Instructions for the task -
Every line of the data that contains the string "Answer" must be copied.

Given records -
=====

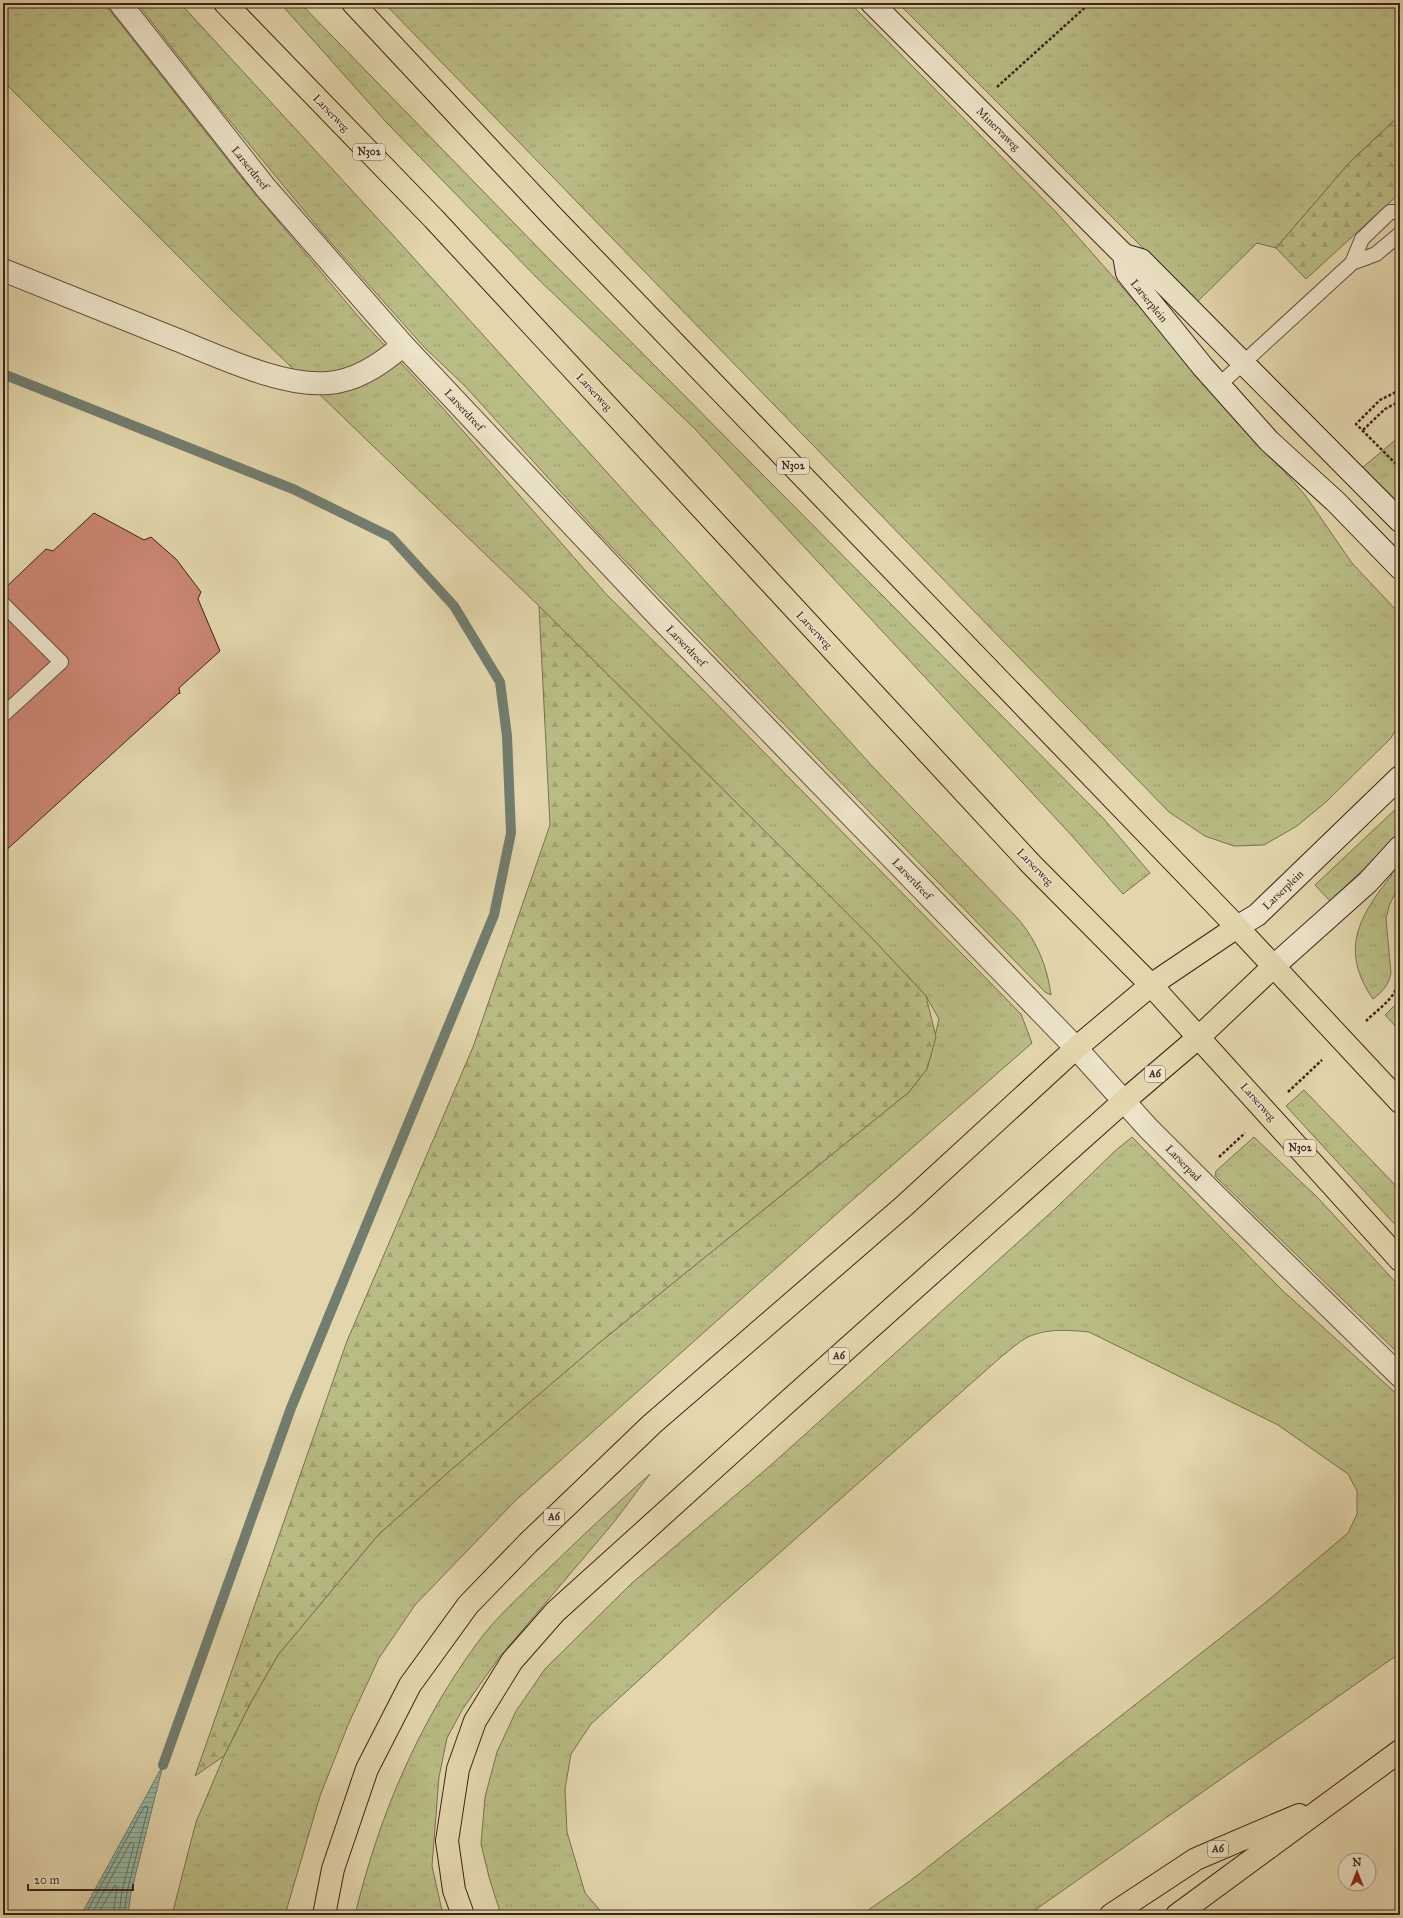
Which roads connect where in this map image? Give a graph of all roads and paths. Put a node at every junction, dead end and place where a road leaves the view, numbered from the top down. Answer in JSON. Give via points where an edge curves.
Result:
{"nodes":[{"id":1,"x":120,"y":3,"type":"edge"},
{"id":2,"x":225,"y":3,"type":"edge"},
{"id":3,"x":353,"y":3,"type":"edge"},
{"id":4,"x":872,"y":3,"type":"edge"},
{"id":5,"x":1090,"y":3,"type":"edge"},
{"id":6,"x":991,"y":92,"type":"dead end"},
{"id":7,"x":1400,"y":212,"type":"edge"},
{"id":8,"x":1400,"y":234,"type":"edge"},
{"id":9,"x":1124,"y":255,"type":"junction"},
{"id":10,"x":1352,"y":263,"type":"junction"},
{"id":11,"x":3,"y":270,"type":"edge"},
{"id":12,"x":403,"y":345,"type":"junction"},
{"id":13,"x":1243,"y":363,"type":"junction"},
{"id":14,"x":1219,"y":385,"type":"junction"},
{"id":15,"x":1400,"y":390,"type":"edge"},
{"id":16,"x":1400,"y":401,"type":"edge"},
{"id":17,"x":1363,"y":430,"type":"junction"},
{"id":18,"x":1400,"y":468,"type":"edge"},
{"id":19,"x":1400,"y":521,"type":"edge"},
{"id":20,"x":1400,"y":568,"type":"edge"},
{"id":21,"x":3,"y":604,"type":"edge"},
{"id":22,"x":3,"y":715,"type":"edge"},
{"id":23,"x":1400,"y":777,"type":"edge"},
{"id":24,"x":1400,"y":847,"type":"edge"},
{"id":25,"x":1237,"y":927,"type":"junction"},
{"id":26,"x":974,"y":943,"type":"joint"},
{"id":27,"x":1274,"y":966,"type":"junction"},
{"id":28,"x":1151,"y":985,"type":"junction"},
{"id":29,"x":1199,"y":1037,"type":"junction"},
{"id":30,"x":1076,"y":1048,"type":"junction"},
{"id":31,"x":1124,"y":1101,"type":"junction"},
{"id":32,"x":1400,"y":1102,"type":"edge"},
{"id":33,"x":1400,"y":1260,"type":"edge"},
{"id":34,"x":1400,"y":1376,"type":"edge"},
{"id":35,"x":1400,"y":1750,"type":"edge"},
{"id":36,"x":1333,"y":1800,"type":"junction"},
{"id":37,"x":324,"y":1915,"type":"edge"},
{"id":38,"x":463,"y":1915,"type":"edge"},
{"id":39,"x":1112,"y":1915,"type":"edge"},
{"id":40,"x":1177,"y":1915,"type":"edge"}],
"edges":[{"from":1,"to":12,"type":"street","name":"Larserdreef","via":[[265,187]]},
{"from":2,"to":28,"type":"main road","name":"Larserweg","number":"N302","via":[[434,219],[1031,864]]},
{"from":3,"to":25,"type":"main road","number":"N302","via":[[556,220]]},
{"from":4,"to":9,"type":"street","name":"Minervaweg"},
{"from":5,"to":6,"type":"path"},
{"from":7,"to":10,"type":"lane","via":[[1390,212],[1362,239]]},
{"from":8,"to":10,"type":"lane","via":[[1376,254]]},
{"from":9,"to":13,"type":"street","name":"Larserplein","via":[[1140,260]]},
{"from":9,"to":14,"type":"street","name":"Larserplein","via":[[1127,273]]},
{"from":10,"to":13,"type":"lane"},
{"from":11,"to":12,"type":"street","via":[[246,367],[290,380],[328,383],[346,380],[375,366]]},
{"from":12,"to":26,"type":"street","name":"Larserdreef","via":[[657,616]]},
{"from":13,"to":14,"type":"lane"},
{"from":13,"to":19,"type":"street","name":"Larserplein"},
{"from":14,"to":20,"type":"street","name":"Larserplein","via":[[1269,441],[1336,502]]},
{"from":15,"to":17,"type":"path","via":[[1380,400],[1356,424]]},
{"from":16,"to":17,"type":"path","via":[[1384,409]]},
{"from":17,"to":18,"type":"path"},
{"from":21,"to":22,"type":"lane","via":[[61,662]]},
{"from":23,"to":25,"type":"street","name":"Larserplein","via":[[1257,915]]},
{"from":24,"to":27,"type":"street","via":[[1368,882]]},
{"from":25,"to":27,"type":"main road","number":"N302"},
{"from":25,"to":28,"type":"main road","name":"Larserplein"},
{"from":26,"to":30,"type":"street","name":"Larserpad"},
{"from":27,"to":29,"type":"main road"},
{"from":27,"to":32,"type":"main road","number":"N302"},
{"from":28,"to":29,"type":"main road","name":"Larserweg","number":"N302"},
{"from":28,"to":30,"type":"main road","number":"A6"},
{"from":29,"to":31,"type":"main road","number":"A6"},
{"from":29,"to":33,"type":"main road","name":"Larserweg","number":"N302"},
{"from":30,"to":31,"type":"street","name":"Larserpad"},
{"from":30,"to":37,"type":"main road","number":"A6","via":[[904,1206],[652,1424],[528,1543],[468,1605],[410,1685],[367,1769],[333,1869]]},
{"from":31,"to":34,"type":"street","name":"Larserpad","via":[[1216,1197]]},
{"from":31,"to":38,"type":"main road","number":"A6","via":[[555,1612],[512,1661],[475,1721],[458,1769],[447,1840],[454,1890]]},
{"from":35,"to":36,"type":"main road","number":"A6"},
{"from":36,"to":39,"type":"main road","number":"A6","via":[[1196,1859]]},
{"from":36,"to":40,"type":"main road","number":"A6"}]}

=====

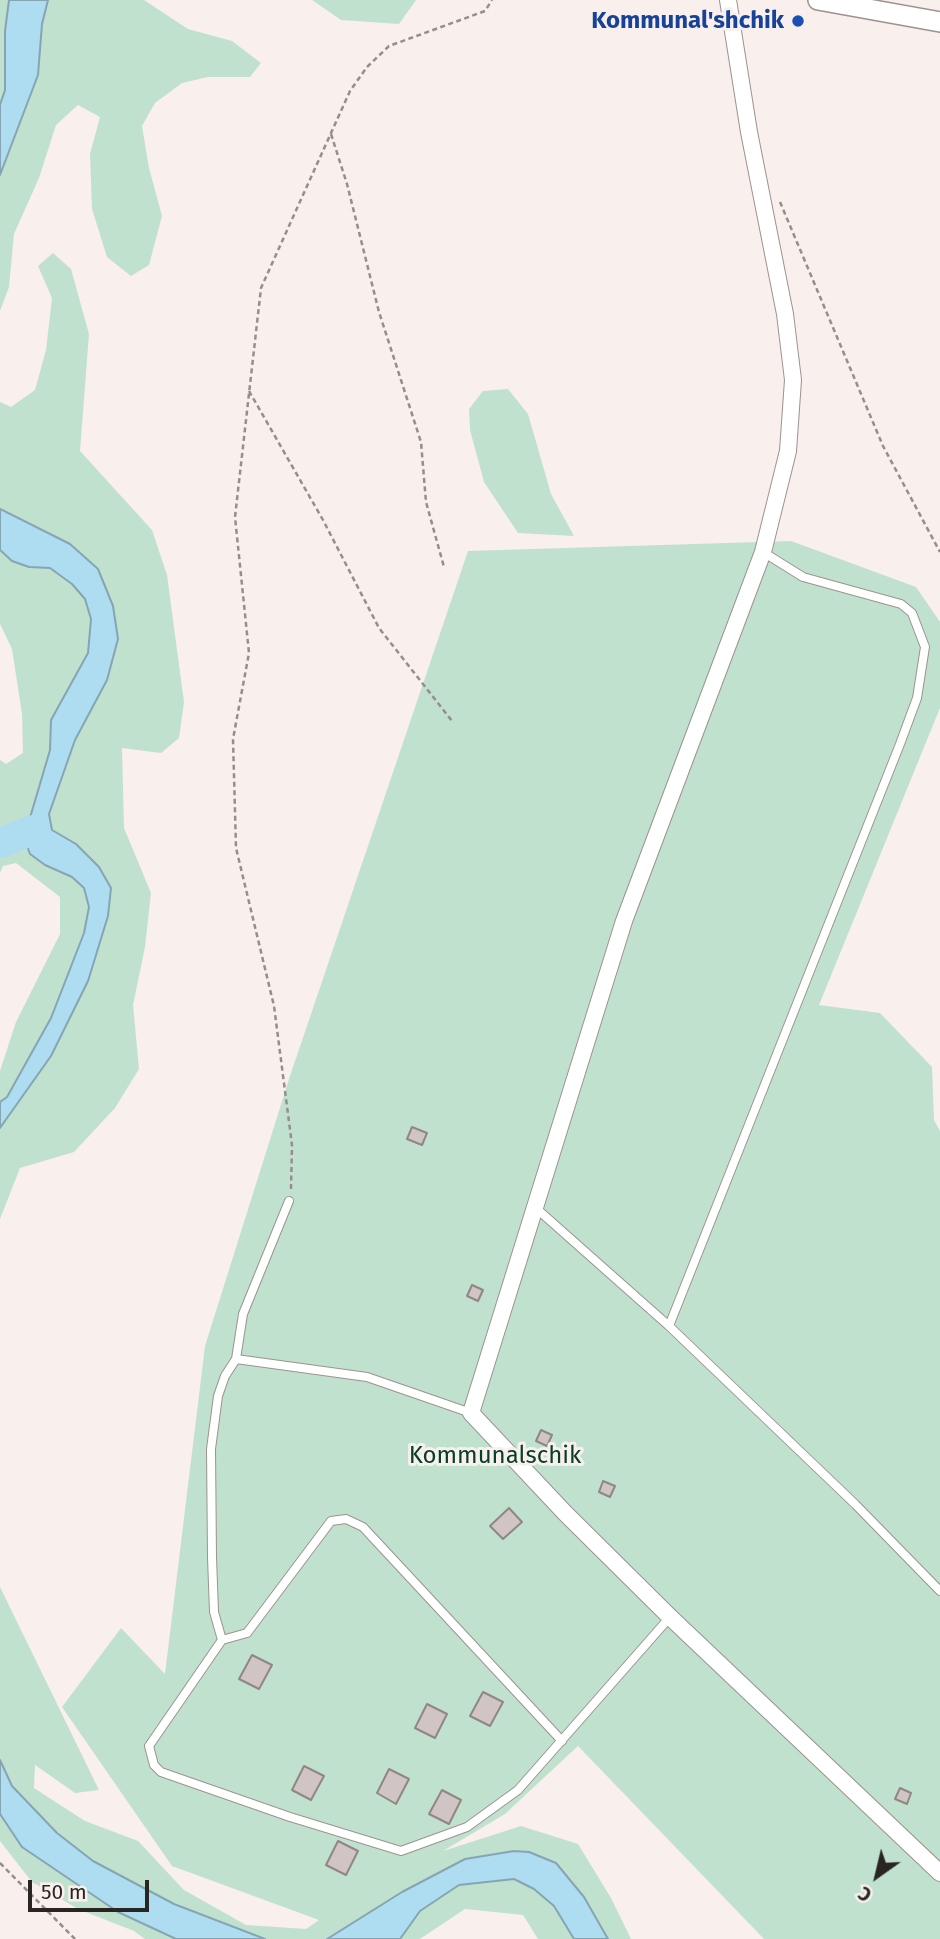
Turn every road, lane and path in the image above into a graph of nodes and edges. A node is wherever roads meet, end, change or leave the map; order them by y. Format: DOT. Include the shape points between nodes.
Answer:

=====

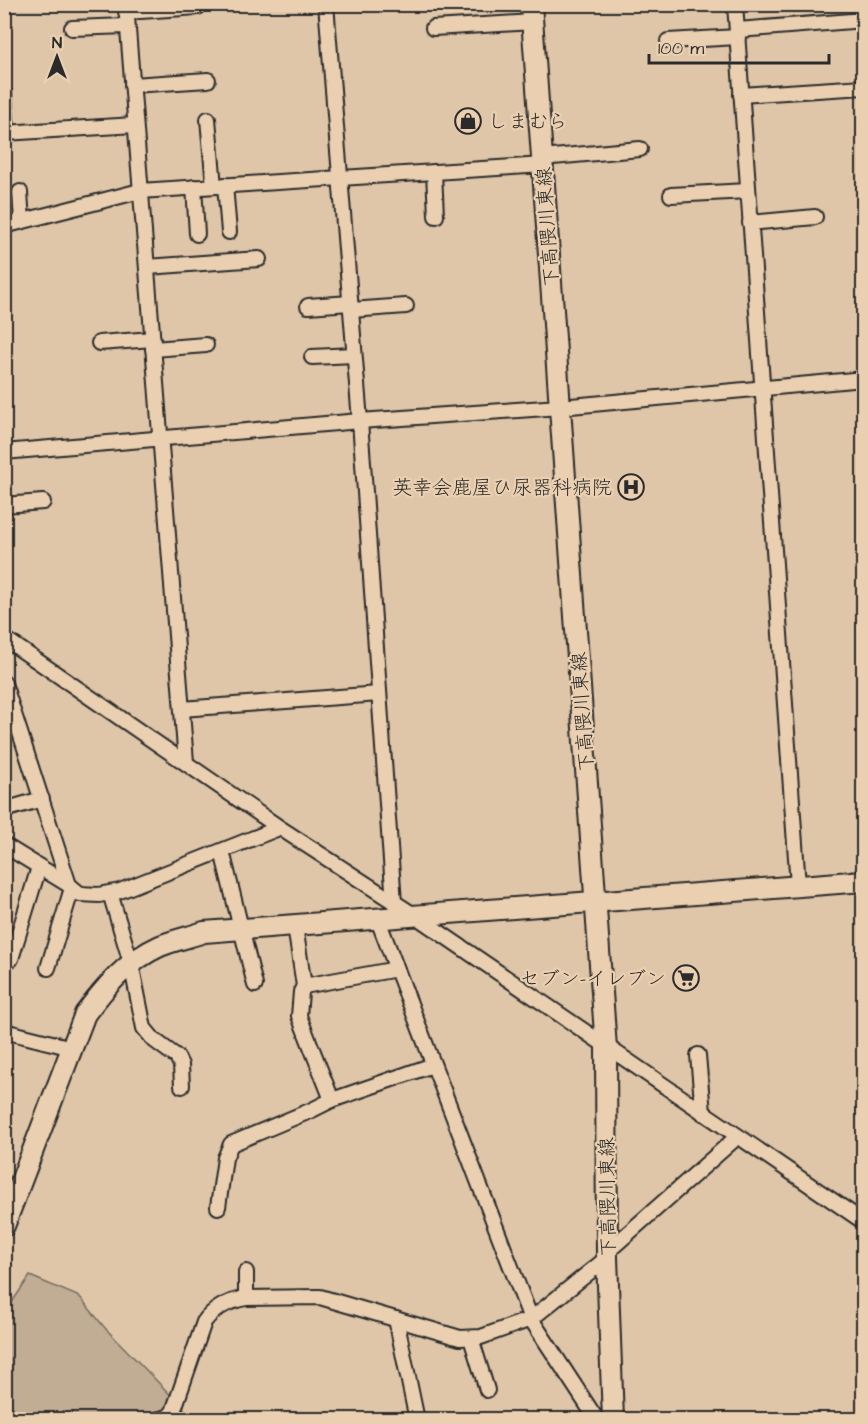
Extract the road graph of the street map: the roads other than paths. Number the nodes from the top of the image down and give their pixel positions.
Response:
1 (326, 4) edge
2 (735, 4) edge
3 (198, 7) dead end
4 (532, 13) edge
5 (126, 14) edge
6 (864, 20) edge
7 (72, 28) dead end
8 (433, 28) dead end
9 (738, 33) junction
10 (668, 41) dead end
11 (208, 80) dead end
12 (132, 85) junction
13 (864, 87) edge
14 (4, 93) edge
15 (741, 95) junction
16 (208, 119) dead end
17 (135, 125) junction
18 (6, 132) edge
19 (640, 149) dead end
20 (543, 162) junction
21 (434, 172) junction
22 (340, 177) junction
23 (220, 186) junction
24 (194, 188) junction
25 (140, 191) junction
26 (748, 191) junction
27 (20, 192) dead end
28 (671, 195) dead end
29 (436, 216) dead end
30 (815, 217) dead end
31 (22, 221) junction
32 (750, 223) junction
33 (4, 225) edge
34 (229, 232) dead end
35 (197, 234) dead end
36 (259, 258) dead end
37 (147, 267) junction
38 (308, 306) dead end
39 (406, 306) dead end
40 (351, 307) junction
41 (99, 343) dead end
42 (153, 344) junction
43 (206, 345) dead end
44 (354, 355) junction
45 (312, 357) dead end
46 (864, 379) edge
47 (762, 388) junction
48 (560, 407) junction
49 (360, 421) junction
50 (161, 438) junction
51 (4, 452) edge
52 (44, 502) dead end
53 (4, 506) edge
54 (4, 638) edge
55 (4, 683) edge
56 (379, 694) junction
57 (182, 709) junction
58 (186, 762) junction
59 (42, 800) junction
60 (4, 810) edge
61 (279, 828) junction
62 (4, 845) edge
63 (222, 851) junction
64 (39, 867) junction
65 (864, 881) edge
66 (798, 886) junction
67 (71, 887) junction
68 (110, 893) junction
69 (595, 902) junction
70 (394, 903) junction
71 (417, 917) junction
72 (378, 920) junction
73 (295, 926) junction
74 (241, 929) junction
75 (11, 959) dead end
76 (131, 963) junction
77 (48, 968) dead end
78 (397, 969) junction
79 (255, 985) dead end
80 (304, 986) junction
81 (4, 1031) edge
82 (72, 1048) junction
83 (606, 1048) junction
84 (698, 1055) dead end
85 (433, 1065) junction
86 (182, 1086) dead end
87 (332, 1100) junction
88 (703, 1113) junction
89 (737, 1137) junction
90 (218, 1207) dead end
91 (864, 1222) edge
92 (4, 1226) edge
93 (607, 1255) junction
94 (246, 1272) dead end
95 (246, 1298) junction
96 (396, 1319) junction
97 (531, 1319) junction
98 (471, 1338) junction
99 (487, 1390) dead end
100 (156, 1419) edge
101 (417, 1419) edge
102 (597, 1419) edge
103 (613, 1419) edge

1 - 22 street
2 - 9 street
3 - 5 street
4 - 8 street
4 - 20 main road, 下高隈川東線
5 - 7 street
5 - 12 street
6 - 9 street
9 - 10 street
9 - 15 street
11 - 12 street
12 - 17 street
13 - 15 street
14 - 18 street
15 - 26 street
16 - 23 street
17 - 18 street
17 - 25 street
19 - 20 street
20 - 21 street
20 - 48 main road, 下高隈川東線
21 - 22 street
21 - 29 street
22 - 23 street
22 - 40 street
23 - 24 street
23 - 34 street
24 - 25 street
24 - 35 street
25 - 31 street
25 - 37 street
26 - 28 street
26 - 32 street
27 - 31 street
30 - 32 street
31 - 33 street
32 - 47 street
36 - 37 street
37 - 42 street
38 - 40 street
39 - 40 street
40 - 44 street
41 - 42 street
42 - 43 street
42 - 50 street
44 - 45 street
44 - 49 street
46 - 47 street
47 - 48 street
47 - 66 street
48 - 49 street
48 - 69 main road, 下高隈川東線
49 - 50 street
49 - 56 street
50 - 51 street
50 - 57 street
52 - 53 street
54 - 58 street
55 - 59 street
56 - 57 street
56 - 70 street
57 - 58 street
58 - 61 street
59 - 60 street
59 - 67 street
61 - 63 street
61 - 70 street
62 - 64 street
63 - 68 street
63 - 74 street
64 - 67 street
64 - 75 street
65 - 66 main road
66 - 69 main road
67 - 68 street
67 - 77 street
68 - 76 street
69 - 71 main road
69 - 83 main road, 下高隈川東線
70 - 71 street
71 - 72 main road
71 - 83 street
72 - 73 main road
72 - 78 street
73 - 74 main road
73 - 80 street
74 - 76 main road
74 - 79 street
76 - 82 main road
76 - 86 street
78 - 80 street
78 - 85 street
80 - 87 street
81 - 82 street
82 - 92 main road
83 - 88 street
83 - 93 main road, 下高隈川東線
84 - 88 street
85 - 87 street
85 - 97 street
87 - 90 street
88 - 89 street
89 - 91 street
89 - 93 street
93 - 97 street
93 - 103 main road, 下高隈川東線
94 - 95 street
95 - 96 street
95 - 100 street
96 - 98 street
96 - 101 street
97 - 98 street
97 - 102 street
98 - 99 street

=====

Response to the task -
Which roads connect where in this map image? Give a graph of all roads and paths. Put a node at every junction, dead end and place where a road leaves the view, numbered from the top down. Answer in JSON. Give via points where an edge curves.
Answer:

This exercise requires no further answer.